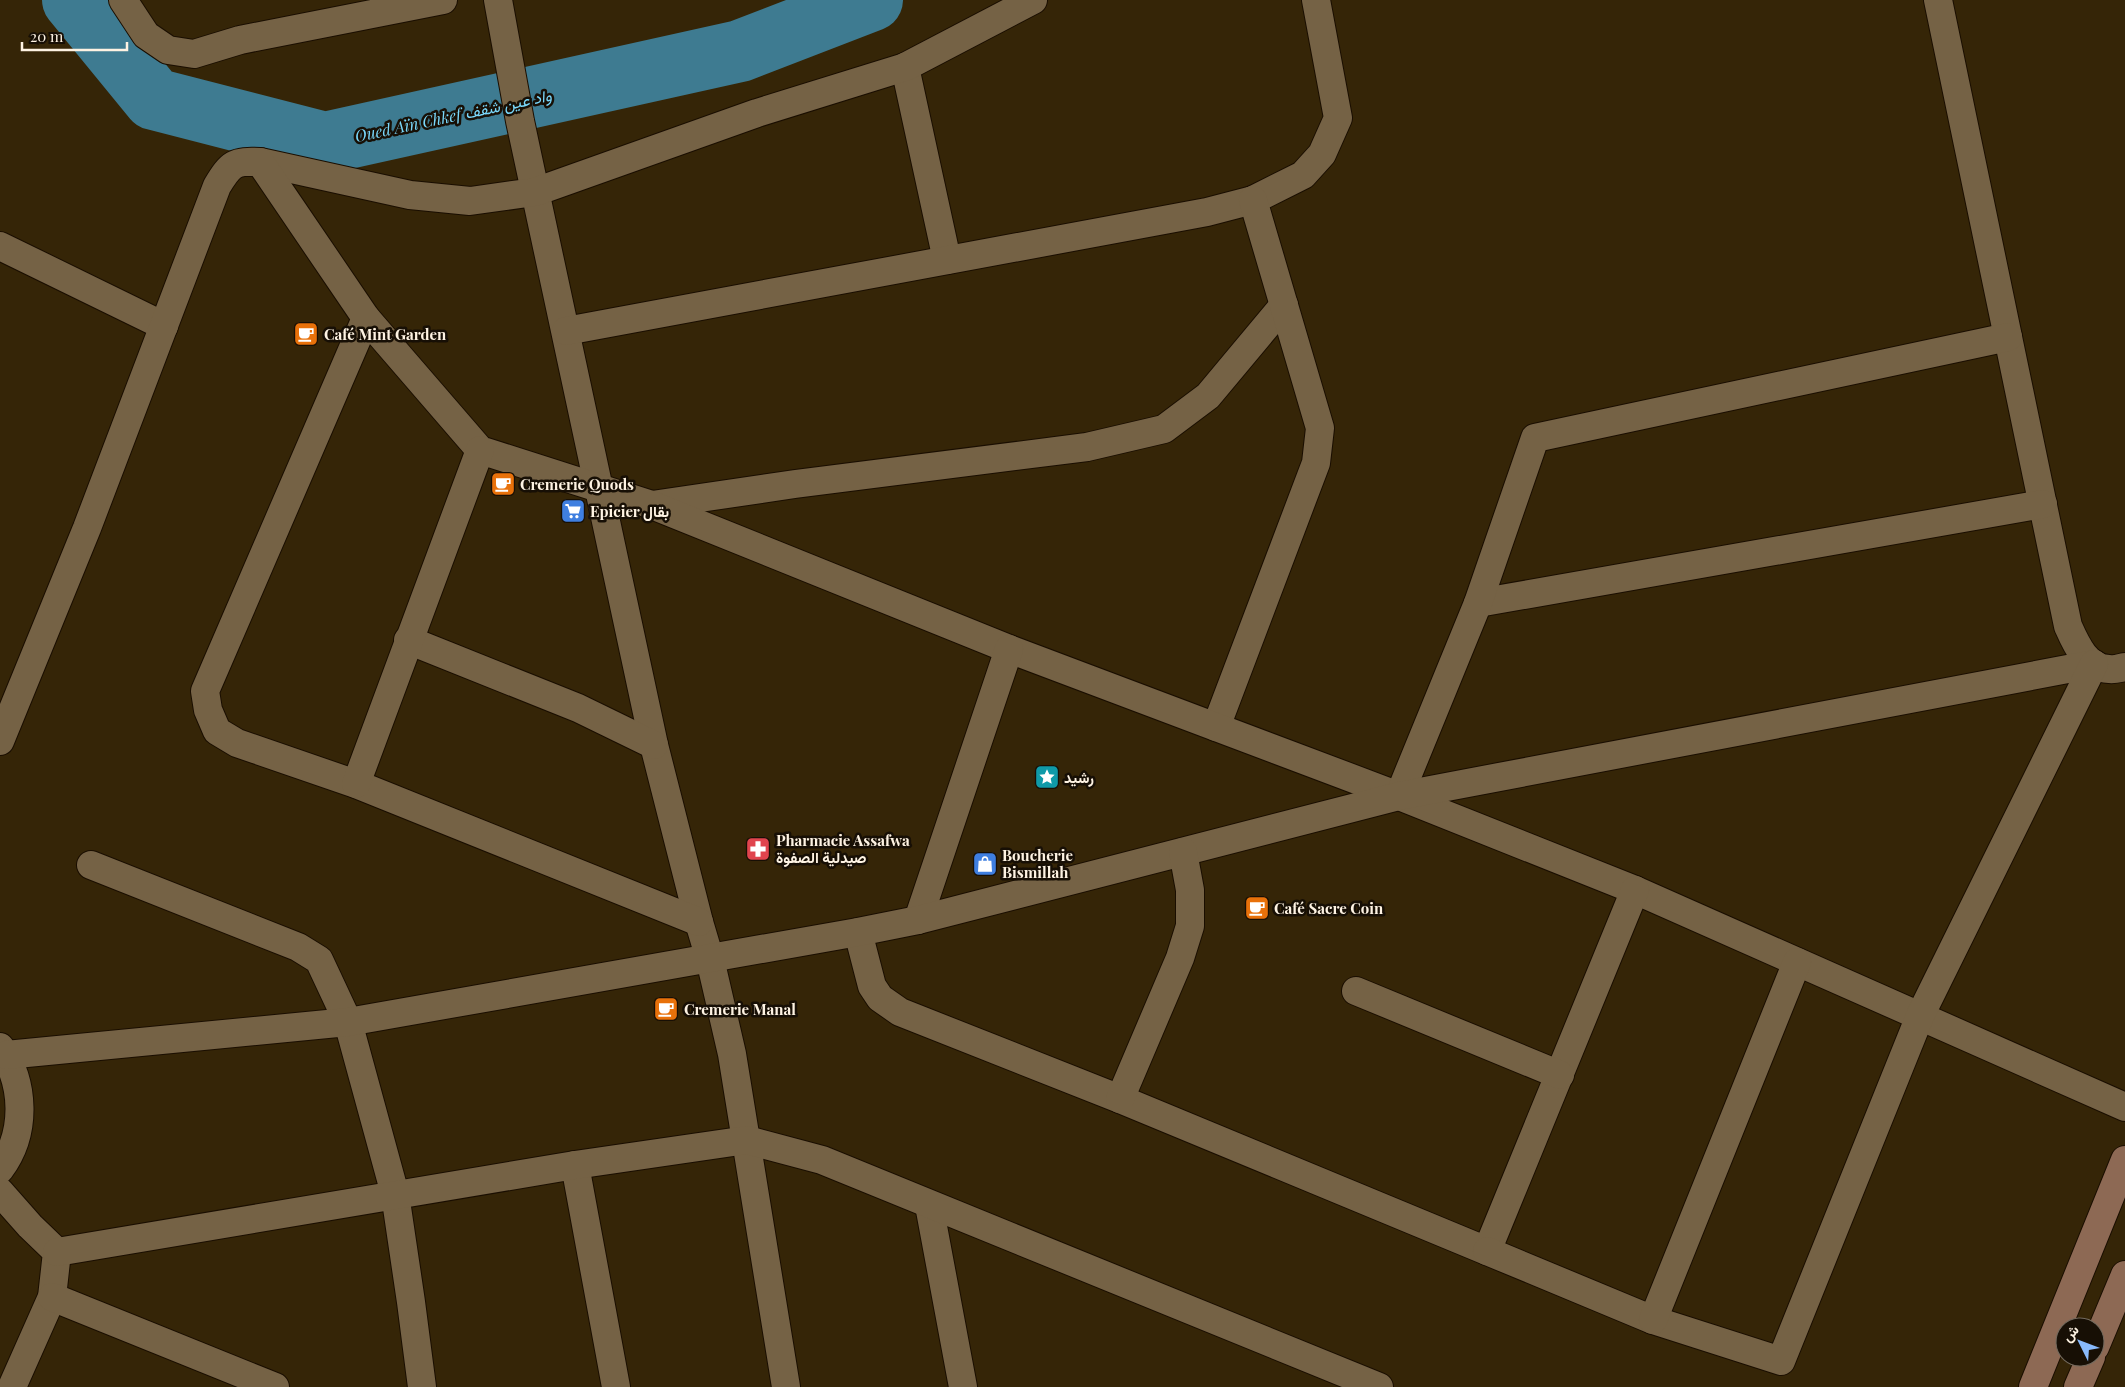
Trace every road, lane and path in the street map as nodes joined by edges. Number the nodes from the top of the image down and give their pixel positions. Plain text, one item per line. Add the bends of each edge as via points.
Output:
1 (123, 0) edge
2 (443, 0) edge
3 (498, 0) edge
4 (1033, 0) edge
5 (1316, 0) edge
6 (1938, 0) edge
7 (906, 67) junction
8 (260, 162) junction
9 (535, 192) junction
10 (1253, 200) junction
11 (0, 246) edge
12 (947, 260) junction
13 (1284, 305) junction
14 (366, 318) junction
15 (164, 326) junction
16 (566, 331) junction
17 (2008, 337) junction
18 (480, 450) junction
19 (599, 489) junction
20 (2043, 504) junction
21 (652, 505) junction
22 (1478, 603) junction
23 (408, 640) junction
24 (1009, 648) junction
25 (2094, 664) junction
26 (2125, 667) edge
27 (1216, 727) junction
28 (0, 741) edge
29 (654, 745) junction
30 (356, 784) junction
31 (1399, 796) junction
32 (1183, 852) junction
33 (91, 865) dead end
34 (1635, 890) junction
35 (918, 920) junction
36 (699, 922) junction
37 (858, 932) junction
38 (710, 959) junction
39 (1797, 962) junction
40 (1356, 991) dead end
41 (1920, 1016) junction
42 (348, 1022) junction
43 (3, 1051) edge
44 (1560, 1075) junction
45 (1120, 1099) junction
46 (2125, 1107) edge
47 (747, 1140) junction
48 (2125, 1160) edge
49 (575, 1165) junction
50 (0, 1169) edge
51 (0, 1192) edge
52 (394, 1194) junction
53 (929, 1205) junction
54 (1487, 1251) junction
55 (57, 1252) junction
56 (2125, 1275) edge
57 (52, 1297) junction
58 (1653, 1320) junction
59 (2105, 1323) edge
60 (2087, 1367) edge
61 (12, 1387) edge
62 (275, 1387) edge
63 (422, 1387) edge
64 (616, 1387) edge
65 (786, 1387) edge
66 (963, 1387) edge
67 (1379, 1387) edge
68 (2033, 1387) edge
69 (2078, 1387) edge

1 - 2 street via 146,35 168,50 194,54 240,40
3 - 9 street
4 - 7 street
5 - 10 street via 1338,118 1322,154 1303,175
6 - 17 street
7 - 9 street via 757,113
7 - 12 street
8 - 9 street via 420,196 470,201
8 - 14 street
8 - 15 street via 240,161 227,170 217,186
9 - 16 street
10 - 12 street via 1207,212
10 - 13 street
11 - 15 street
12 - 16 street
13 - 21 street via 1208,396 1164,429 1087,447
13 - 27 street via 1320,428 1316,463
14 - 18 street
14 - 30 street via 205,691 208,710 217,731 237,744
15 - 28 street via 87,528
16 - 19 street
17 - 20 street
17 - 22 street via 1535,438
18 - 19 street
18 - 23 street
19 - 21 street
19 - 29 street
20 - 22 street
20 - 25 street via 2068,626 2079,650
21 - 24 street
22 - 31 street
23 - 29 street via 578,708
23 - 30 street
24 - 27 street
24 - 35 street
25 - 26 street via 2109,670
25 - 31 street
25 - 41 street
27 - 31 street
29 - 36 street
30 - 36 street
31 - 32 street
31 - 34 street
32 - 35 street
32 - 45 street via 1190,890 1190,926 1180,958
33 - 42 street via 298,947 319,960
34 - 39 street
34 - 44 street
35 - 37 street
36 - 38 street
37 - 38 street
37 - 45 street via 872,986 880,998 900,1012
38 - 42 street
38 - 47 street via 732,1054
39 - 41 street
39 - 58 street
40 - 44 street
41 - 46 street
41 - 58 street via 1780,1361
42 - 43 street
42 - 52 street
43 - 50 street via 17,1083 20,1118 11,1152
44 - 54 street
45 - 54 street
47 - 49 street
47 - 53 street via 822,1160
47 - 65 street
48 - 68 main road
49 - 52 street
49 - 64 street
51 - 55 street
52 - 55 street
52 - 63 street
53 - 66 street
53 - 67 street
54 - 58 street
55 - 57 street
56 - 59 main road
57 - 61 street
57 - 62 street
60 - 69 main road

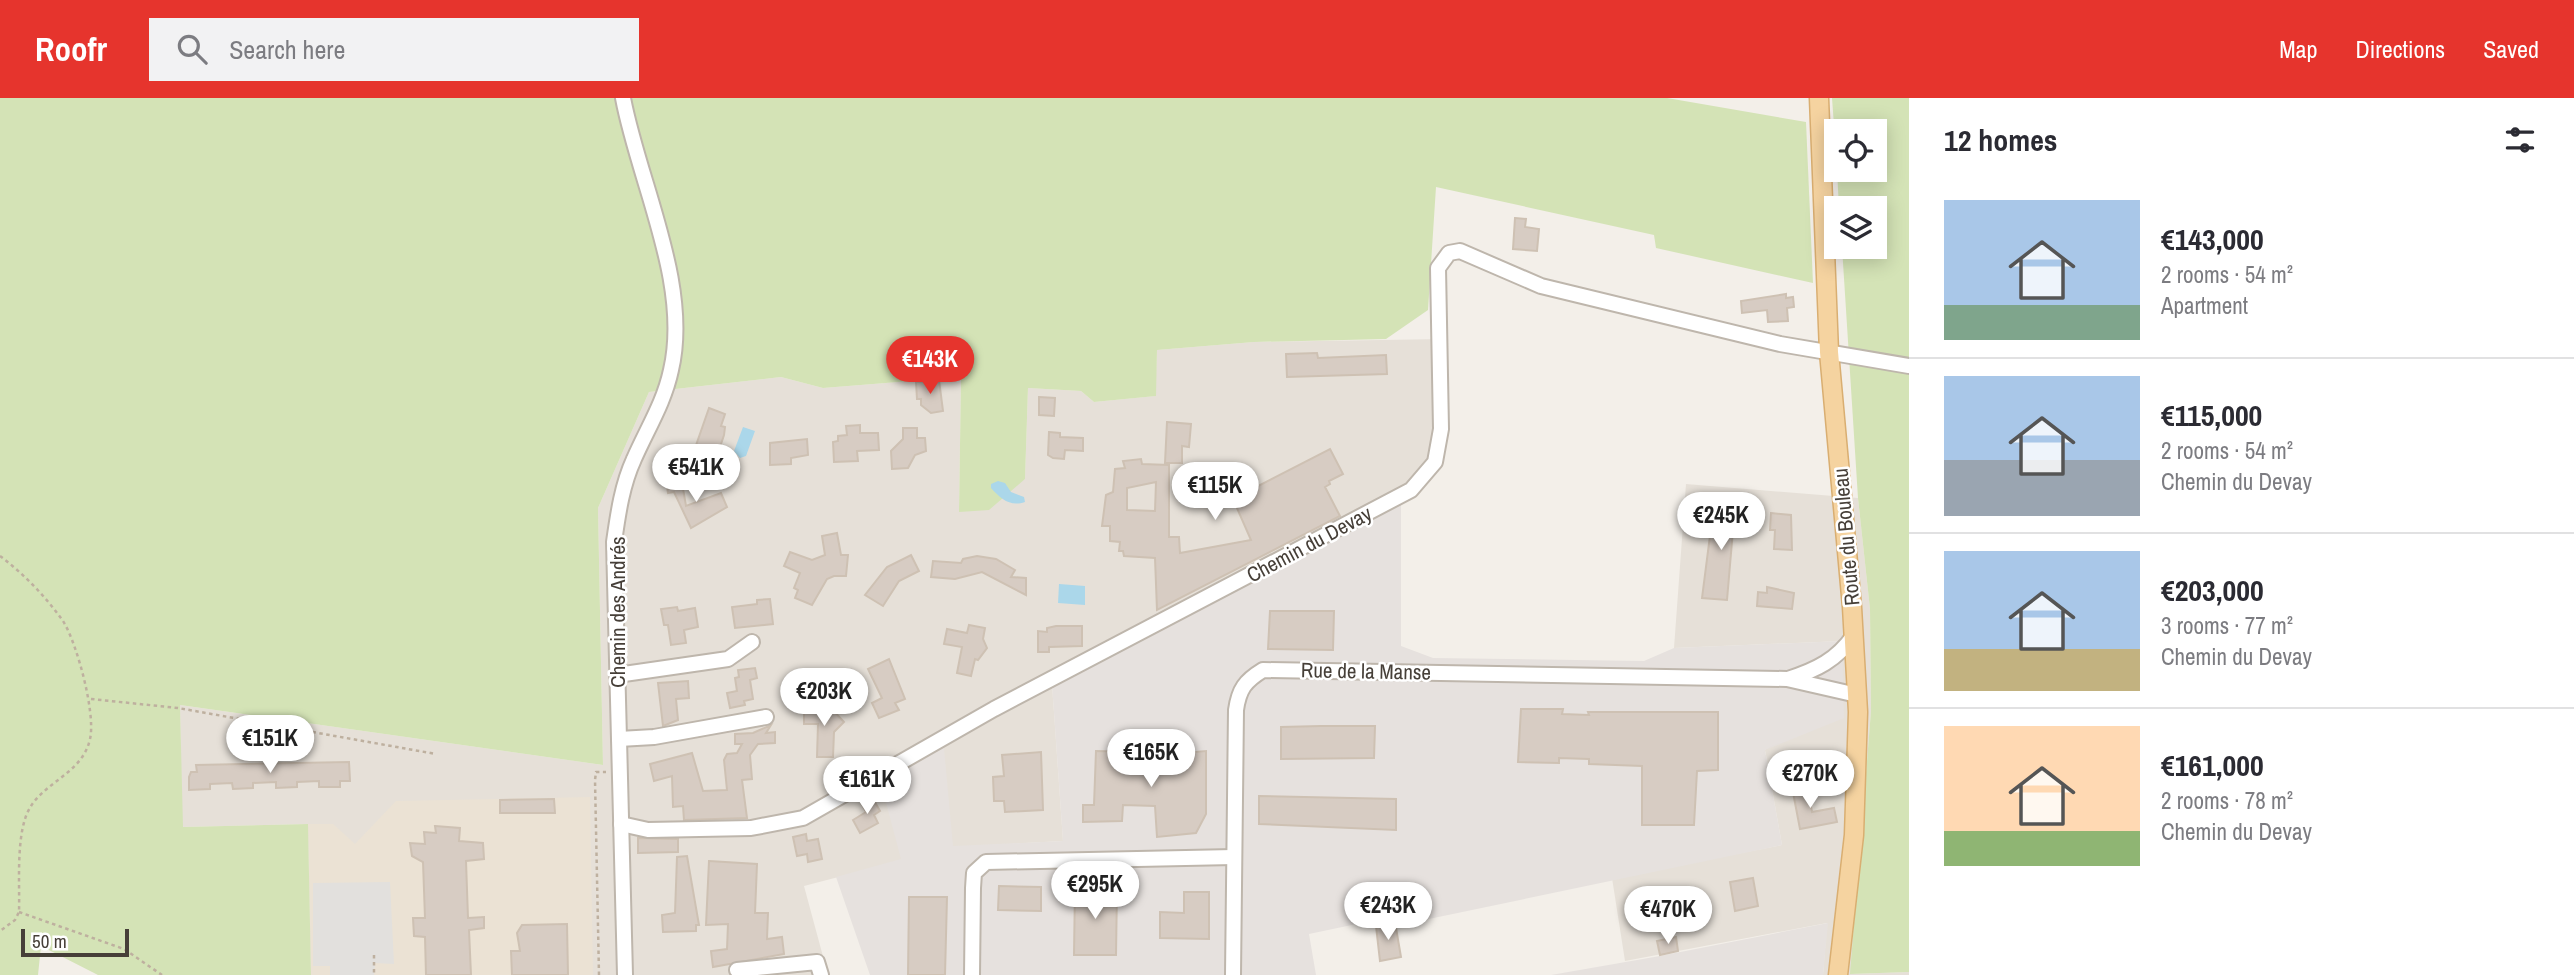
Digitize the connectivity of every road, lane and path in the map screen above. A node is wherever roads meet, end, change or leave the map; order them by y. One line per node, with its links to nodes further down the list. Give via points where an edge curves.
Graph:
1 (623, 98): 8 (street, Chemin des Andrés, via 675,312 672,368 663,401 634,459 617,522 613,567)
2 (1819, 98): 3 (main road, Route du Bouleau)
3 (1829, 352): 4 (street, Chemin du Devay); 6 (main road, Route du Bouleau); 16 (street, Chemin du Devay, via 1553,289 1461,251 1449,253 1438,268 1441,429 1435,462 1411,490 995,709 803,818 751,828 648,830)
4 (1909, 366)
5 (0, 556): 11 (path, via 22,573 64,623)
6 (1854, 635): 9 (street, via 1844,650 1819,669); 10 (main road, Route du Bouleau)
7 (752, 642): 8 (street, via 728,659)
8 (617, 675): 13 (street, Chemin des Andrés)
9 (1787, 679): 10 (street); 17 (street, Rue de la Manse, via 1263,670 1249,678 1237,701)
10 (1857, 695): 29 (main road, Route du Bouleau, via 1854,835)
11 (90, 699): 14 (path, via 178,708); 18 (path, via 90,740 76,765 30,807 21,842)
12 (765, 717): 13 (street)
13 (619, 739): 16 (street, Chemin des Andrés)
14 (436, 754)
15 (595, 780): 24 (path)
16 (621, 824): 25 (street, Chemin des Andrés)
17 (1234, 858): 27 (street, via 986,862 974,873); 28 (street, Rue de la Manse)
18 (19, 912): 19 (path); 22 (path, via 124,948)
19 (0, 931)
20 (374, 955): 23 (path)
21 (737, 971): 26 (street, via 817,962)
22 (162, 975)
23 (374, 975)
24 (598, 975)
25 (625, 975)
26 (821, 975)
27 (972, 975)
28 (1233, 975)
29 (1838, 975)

PROMPT
Filter the data, keeping only the lines that contain "nodes".

RESULT FOR THIS TASK
Trace every road, lane and path in the street map as nodes joined by edges. Number the nodes from the top of the image down and give their pixel positions. Plain text, one item per line. Add the bends of each edge as via points.
Digitize the connectivity of every road, lane and path in the map screen above. A node is wherever roads meet, end, change or leave the map; order them by y. One line per node, with its links to nodes further down the list. Give via points where an edge curves.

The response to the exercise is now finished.